Problem to work on :: Give the line with "Instruction: Convert the" again, along with every line below it to the end of the records, word for word.

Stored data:
--------

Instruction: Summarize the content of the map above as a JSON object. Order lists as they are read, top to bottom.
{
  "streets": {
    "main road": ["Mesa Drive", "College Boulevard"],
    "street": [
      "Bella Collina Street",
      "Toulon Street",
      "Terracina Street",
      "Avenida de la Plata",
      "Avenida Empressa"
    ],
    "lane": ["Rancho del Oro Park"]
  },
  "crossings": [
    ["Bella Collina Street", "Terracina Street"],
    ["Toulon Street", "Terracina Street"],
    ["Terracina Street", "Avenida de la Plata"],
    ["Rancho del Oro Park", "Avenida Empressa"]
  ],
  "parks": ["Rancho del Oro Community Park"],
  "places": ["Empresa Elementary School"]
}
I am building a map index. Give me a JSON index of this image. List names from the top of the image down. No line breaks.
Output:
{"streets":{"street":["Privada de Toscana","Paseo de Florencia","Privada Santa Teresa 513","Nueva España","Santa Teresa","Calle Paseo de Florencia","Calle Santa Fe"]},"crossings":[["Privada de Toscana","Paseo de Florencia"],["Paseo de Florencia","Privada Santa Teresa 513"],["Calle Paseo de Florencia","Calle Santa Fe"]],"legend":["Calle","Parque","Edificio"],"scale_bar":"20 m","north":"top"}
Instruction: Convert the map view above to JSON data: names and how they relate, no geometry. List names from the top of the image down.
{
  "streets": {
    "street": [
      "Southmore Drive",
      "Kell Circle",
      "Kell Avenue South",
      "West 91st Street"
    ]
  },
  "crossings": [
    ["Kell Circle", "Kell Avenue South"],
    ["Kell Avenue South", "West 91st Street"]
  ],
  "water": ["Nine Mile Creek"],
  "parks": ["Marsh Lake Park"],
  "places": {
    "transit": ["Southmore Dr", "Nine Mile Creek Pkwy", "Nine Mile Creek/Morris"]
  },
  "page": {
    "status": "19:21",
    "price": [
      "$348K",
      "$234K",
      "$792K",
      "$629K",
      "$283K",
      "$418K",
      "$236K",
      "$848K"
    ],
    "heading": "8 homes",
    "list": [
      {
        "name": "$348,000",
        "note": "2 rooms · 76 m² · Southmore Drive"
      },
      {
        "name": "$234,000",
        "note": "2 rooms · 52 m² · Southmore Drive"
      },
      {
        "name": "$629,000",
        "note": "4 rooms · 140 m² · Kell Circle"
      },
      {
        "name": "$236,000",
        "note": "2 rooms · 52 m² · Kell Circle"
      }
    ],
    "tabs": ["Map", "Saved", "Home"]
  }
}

--------

Result ::
Instruction: Convert the map view above to JSON data: names and how they relate, no geometry. List names from the top of the image down.
{
  "streets": {
    "street": [
      "Southmore Drive",
      "Kell Circle",
      "Kell Avenue South",
      "West 91st Street"
    ]
  },
  "crossings": [
    ["Kell Circle", "Kell Avenue South"],
    ["Kell Avenue South", "West 91st Street"]
  ],
  "water": ["Nine Mile Creek"],
  "parks": ["Marsh Lake Park"],
  "places": {
    "transit": ["Southmore Dr", "Nine Mile Creek Pkwy", "Nine Mile Creek/Morris"]
  },
  "page": {
    "status": "19:21",
    "price": [
      "$348K",
      "$234K",
      "$792K",
      "$629K",
      "$283K",
      "$418K",
      "$236K",
      "$848K"
    ],
    "heading": "8 homes",
    "list": [
      {
        "name": "$348,000",
        "note": "2 rooms · 76 m² · Southmore Drive"
      },
      {
        "name": "$234,000",
        "note": "2 rooms · 52 m² · Southmore Drive"
      },
      {
        "name": "$629,000",
        "note": "4 rooms · 140 m² · Kell Circle"
      },
      {
        "name": "$236,000",
        "note": "2 rooms · 52 m² · Kell Circle"
      }
    ],
    "tabs": ["Map", "Saved", "Home"]
  }
}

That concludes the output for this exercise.